──────── Exercise data

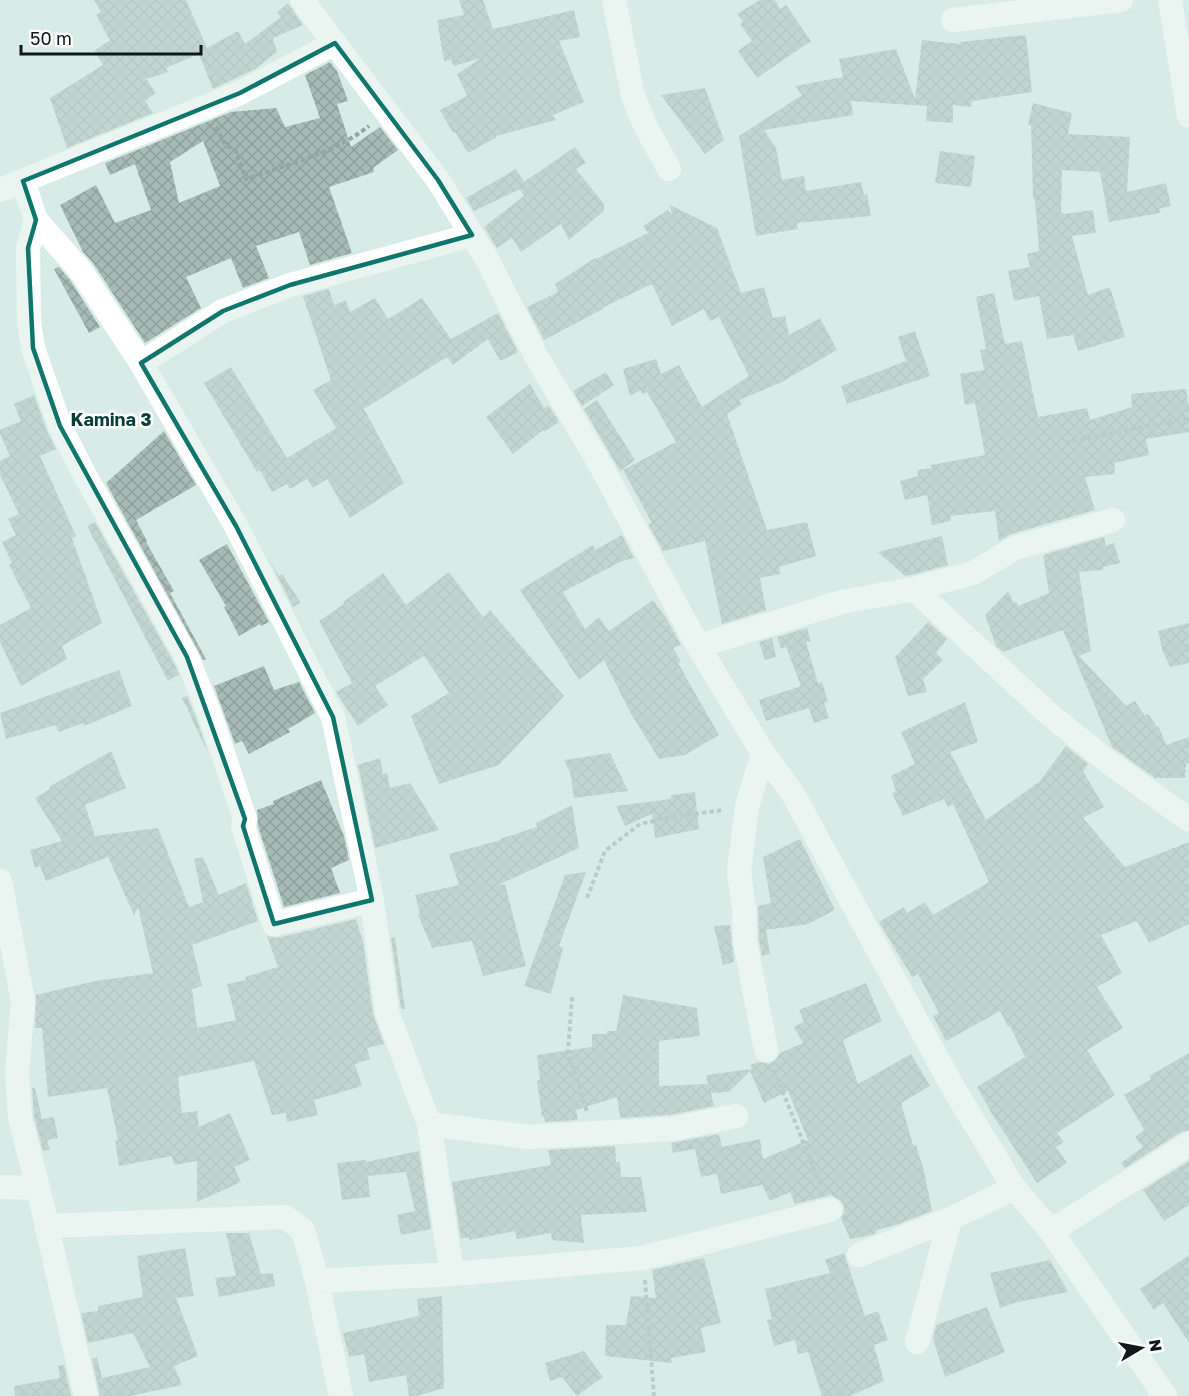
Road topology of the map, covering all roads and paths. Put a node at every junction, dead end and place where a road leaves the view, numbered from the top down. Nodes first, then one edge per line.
1 (302, 0) edge
2 (614, 0) edge
3 (1122, 0) edge
4 (1170, 0) edge
5 (953, 20) dead end
6 (335, 43) junction
7 (207, 107) junction
8 (387, 112) junction
9 (1189, 116) edge
10 (669, 169) dead end
11 (23, 181) junction
12 (0, 190) edge
13 (36, 220) junction
14 (472, 235) junction
15 (141, 363) junction
16 (1189, 417) edge
17 (1065, 442) dead end
18 (1113, 520) dead end
19 (914, 589) junction
20 (698, 646) junction
21 (763, 753) junction
22 (747, 807) junction
23 (1189, 820) edge
24 (0, 881) edge
25 (587, 898) dead end
26 (372, 900) junction
27 (572, 997) dead end
28 (766, 1050) joint
29 (736, 1116) dead end
30 (429, 1124) junction
31 (593, 1133) junction
32 (1189, 1144) edge
33 (0, 1187) edge
34 (38, 1188) junction
35 (1014, 1188) junction
36 (830, 1210) joint
37 (950, 1219) junction
38 (46, 1226) junction
39 (1051, 1231) junction
40 (859, 1255) dead end
41 (642, 1258) junction
42 (452, 1274) junction
43 (317, 1281) junction
44 (917, 1342) dead end
45 (86, 1396) edge
46 (341, 1396) edge
47 (654, 1396) edge
48 (1165, 1396) edge

1 - 6 street
2 - 10 street
3 - 5 street
4 - 9 street
6 - 7 street
6 - 8 street
7 - 8 path
7 - 11 street
8 - 14 street
11 - 12 street
11 - 13 street
13 - 15 street
13 - 26 street
14 - 15 street
14 - 20 street
15 - 26 street
16 - 17 path
18 - 19 street
19 - 20 street
19 - 23 street
20 - 21 street
21 - 22 street
21 - 35 street
22 - 25 path
22 - 28 street
24 - 34 street
26 - 30 street
27 - 31 path
28 - 36 path
29 - 31 street
30 - 31 street
30 - 42 street
32 - 39 street
33 - 34 street
34 - 38 street
35 - 37 street
35 - 39 street
36 - 41 street
37 - 40 street
37 - 44 street
38 - 43 street
38 - 45 street
39 - 48 street
41 - 42 street
41 - 47 path
42 - 43 street
43 - 46 street

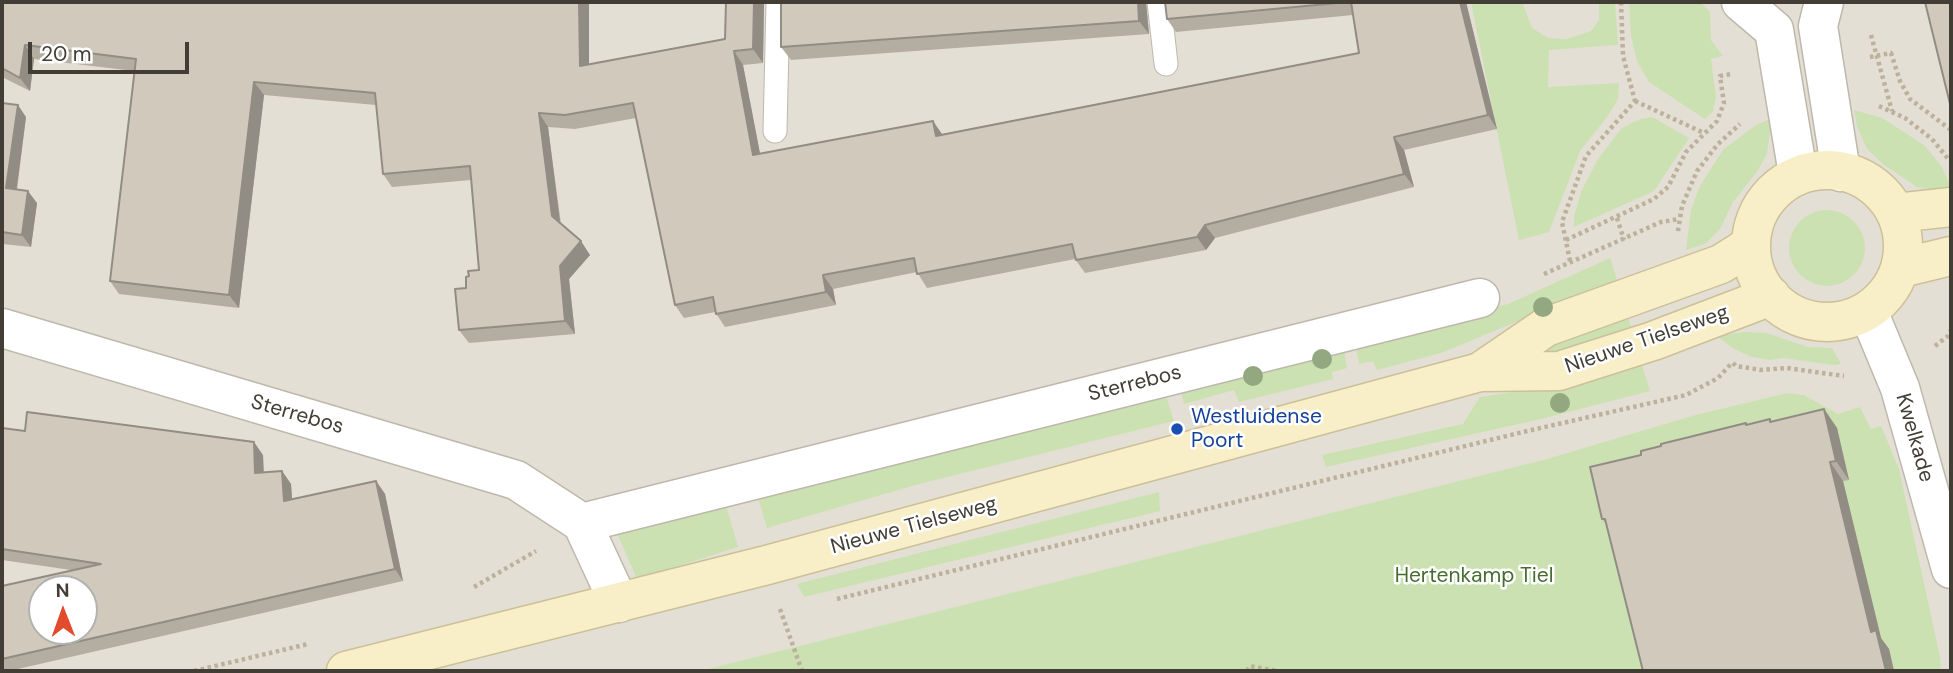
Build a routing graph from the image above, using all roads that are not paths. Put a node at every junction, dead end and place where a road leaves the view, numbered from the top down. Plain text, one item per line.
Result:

────────────────

What you have to do -
Each record, word for word, should be printed again without its pictures.

Response for this exercise -
Road topology of the map, covering all roads and paths. Put a node at every junction, dead end and place where a road leaves the view, numbered from the top down. Nodes first, then one edge per line.
1 (302, 0) edge
2 (614, 0) edge
3 (1122, 0) edge
4 (1170, 0) edge
5 (953, 20) dead end
6 (335, 43) junction
7 (207, 107) junction
8 (387, 112) junction
9 (1189, 116) edge
10 (669, 169) dead end
11 (23, 181) junction
12 (0, 190) edge
13 (36, 220) junction
14 (472, 235) junction
15 (141, 363) junction
16 (1189, 417) edge
17 (1065, 442) dead end
18 (1113, 520) dead end
19 (914, 589) junction
20 (698, 646) junction
21 (763, 753) junction
22 (747, 807) junction
23 (1189, 820) edge
24 (0, 881) edge
25 (587, 898) dead end
26 (372, 900) junction
27 (572, 997) dead end
28 (766, 1050) joint
29 (736, 1116) dead end
30 (429, 1124) junction
31 (593, 1133) junction
32 (1189, 1144) edge
33 (0, 1187) edge
34 (38, 1188) junction
35 (1014, 1188) junction
36 (830, 1210) joint
37 (950, 1219) junction
38 (46, 1226) junction
39 (1051, 1231) junction
40 (859, 1255) dead end
41 (642, 1258) junction
42 (452, 1274) junction
43 (317, 1281) junction
44 (917, 1342) dead end
45 (86, 1396) edge
46 (341, 1396) edge
47 (654, 1396) edge
48 (1165, 1396) edge

1 - 6 street
2 - 10 street
3 - 5 street
4 - 9 street
6 - 7 street
6 - 8 street
7 - 8 path
7 - 11 street
8 - 14 street
11 - 12 street
11 - 13 street
13 - 15 street
13 - 26 street
14 - 15 street
14 - 20 street
15 - 26 street
16 - 17 path
18 - 19 street
19 - 20 street
19 - 23 street
20 - 21 street
21 - 22 street
21 - 35 street
22 - 25 path
22 - 28 street
24 - 34 street
26 - 30 street
27 - 31 path
28 - 36 path
29 - 31 street
30 - 31 street
30 - 42 street
32 - 39 street
33 - 34 street
34 - 38 street
35 - 37 street
35 - 39 street
36 - 41 street
37 - 40 street
37 - 44 street
38 - 43 street
38 - 45 street
39 - 48 street
41 - 42 street
41 - 47 path
42 - 43 street
43 - 46 street

Build a routing graph from the image above, using all roads that are not paths. Put a node at every junction, dead end and place where a road leaves the view, numbered from the top down. Plain text, one item per line.
Result:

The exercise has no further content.